Screening EKG showing pathologic Q waves and significant ST-T wave changes; left ventricular hypertrophy; any non-sinus rhythm (except isolated premature atrial contractions); left bundle branch block; or advanced (secondary or tertiary) A-V heart block.
Current use of systemic immunosuppressant pharmacotherapy.
History of a splenectomy, sickle cell disease or sickle cell trait.
Plan for major surgery between enrollment and challenge.
Known allergy to any component of the vaccine formulation; history of anaphylactic response to mosquito-bites; or known allergy to chloroquine phosphate, atovaquone or proguanil.
Participation in any study involving another investigational vaccine or drug within 12 weeks prior to enrollment, or plan to participate in another investigational vaccine/drug research during the study.
Personal beliefs that prohibit the receiving of vaccine product containing human serum albumin within the diluent.

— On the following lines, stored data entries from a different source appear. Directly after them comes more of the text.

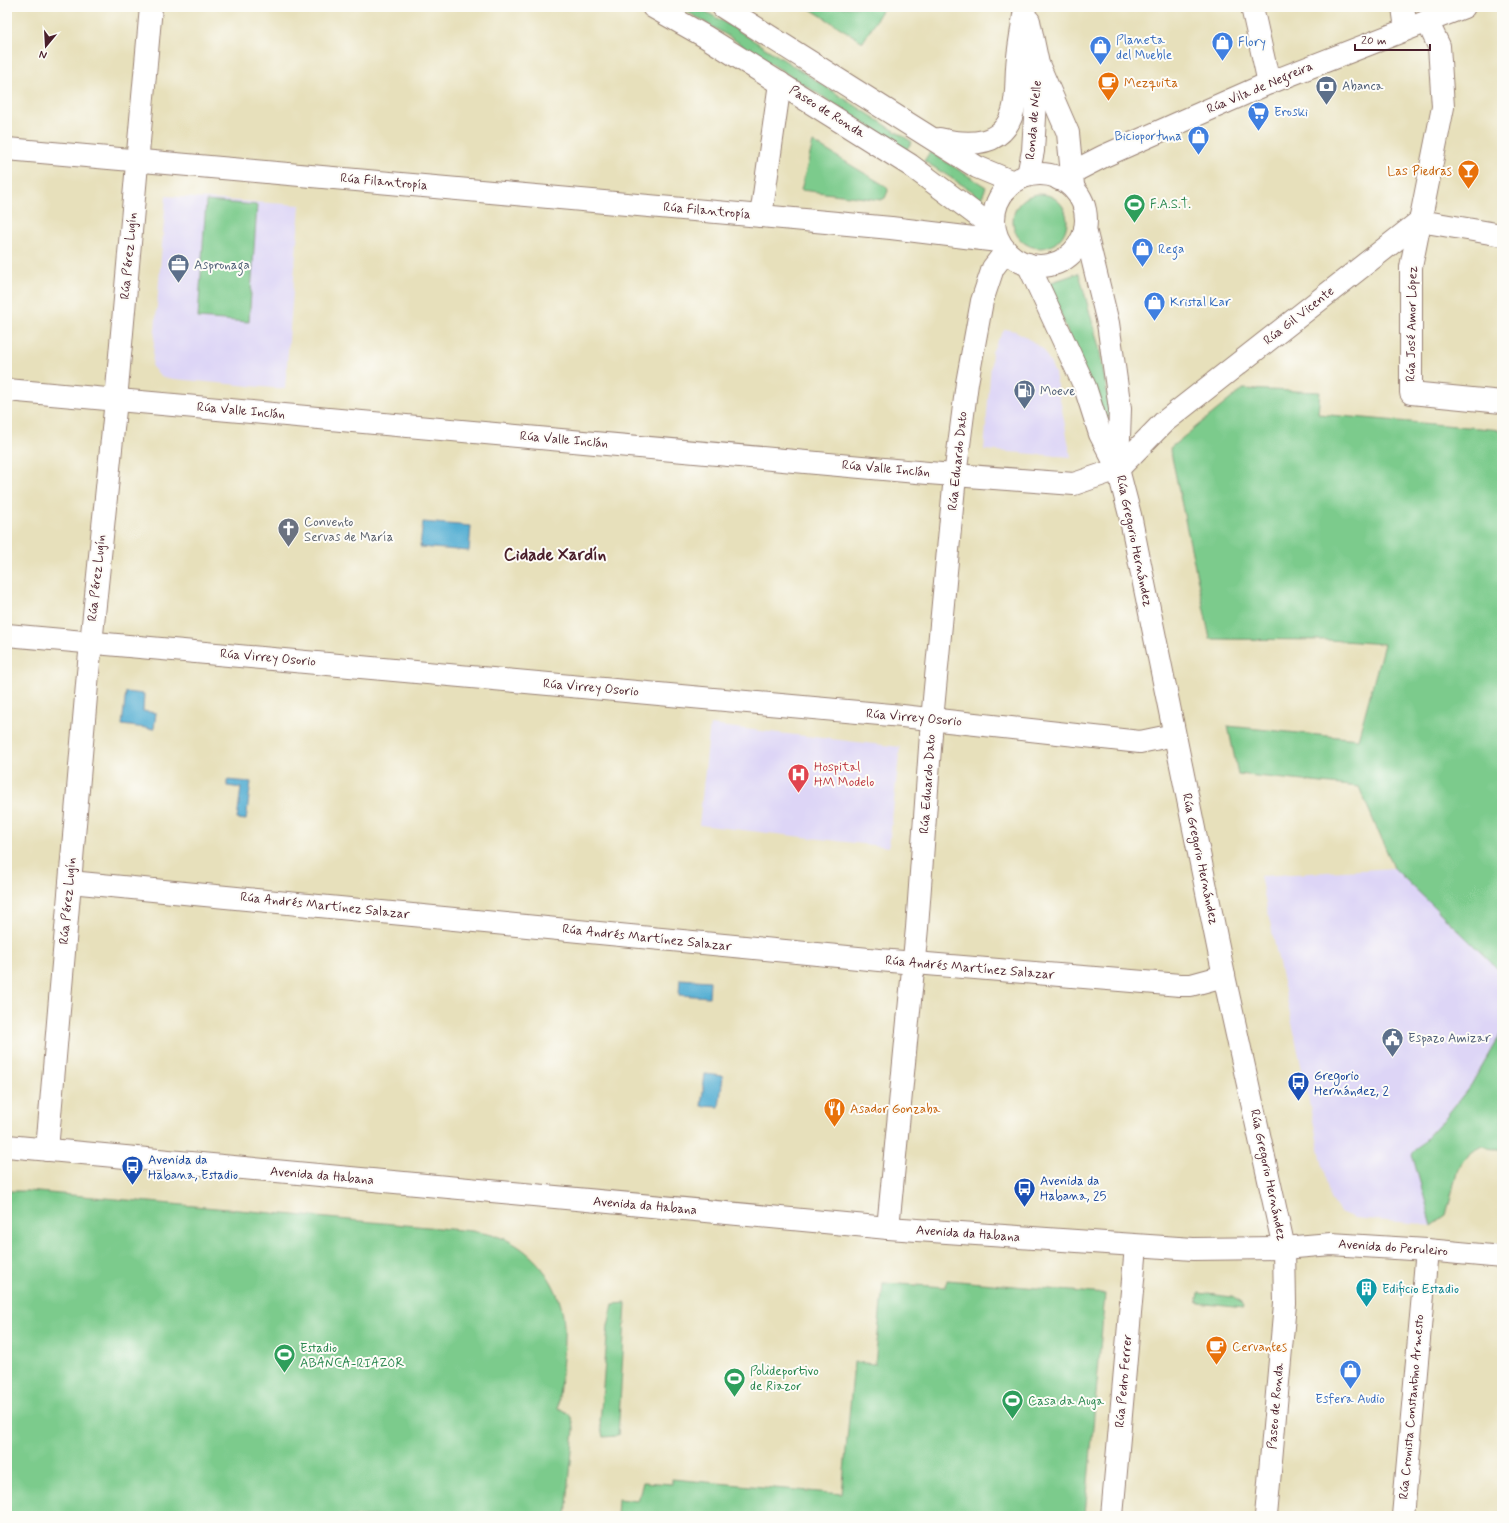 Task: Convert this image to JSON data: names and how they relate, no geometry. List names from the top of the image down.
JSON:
{
  "streets": {
    "street": [
      "Rúa Vila de Negreira",
      "Paseo de Ronda",
      "Ronda de Nelle",
      "Rúa Filantropía",
      "Rúa Pérez Lugín",
      "Rúa Gil Vicente",
      "Rúa José Amor López",
      "Rúa Valle Inclán",
      "Rúa Eduardo Dato",
      "Rúa Gregorio Hernández",
      "Rúa Virrey Osorio",
      "Rúa Andrés Martínez Salazar",
      "Avenida da Habana",
      "Avenida do Peruleiro",
      "Rúa Pedro Ferrer",
      "Rúa Cronista Constantino Armesto"
    ]
  },
  "crossings": [
    ["Rúa Vila de Negreira", "Paseo de Ronda"],
    ["Rúa Vila de Negreira", "Ronda de Nelle"],
    ["Rúa Vila de Negreira", "Rúa Filantropía"],
    ["Rúa Vila de Negreira", "Rúa José Amor López"],
    ["Rúa Vila de Negreira", "Rúa Eduardo Dato"],
    ["Rúa Vila de Negreira", "Rúa Gregorio Hernández"],
    ["Paseo de Ronda", "Ronda de Nelle"],
    ["Paseo de Ronda", "Rúa Filantropía"],
    ["Paseo de Ronda", "Rúa Eduardo Dato"],
    ["Paseo de Ronda", "Rúa Gregorio Hernández"],
    ["Paseo de Ronda", "Avenida da Habana"],
    ["Paseo de Ronda", "Avenida do Peruleiro"],
    ["Ronda de Nelle", "Rúa Filantropía"],
    ["Ronda de Nelle", "Rúa Eduardo Dato"],
    ["Ronda de Nelle", "Rúa Gregorio Hernández"],
    ["Rúa Filantropía", "Rúa Pérez Lugín"],
    ["Rúa Filantropía", "Rúa Eduardo Dato"],
    ["Rúa Filantropía", "Rúa Gregorio Hernández"],
    ["Rúa Pérez Lugín", "Rúa Valle Inclán"],
    ["Rúa Pérez Lugín", "Rúa Virrey Osorio"],
    ["Rúa Pérez Lugín", "Rúa Andrés Martínez Salazar"],
    ["Rúa Pérez Lugín", "Avenida da Habana"],
    ["Rúa Gil Vicente", "Rúa José Amor López"],
    ["Rúa Gil Vicente", "Rúa Valle Inclán"],
    ["Rúa Gil Vicente", "Rúa Gregorio Hernández"],
    ["Rúa Valle Inclán", "Rúa Eduardo Dato"],
    ["Rúa Valle Inclán", "Rúa Gregorio Hernández"],
    ["Rúa Eduardo Dato", "Rúa Gregorio Hernández"],
    ["Rúa Eduardo Dato", "Rúa Virrey Osorio"],
    ["Rúa Eduardo Dato", "Rúa Andrés Martínez Salazar"],
    ["Rúa Eduardo Dato", "Avenida da Habana"],
    ["Rúa Gregorio Hernández", "Rúa Virrey Osorio"],
    ["Rúa Gregorio Hernández", "Rúa Andrés Martínez Salazar"],
    ["Rúa Gregorio Hernández", "Avenida da Habana"],
    ["Rúa Gregorio Hernández", "Avenida do Peruleiro"],
    ["Avenida da Habana", "Avenida do Peruleiro"],
    ["Avenida da Habana", "Rúa Pedro Ferrer"],
    ["Avenida do Peruleiro", "Rúa Cronista Constantino Armesto"]
  ],
  "districts": ["Cidade Xardín"],
  "places": {
    "shop": [
      "Flory",
      "Planeta del Mueble",
      "Bicioportuna",
      "Rega",
      "Kristal Kar",
      "Esfera Audio"
    ],
    "cafe": ["Mezquita", "Cervantes"],
    "bank": ["Abanca"],
    "supermarket": ["Eroski"],
    "bar": ["Las Piedras"],
    "sports": [
      "F.A.S.T.",
      "Estadio ABANCA-RIAZOR",
      "Polideportivo de Riazor",
      "Casa da Auga"
    ],
    "office": ["Aspronaga"],
    "fuel station": ["Moeve"],
    "church": ["Convento Servas de María"],
    "hospital": ["Hospital HM Modelo"],
    "public building": ["Espazo Amizar"],
    "bus stop": ["Gregorio Hernández, 2", "Avenida da Habana, Estadio", "Avenida da Habana, 25"],
    "restaurant": ["Asador Gonzaba"],
    "building": ["Edificio Estadio"]
  },
  "scale_bar": "20 m",
  "north": "bottom"
}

Use or planned use of any drug with anti-malarial activity that would coincide with study vaccination or challenge.
History of psoriasis or porphyria, which may be exacerbated after treatment with chloroquine.
Anticipated use of medications known to cause drug reactions with chloroquine or atovaquone-proguanil (Malarone) such as cimetidine, metoclopramide, antacids, and kaolin.
Psychiatric condition that precludes compliance with the protocol; past or present psychoses; disorder requiring lithium; or within five years prior to enrollment, history of a suicide plan or attempt.
Any medical, psychiatric, social condition, occupational reason or other responsibility that, in the judgment of the investigator, is a contraindication to protocol participation or impairs a volunteer s ability to give informed consent.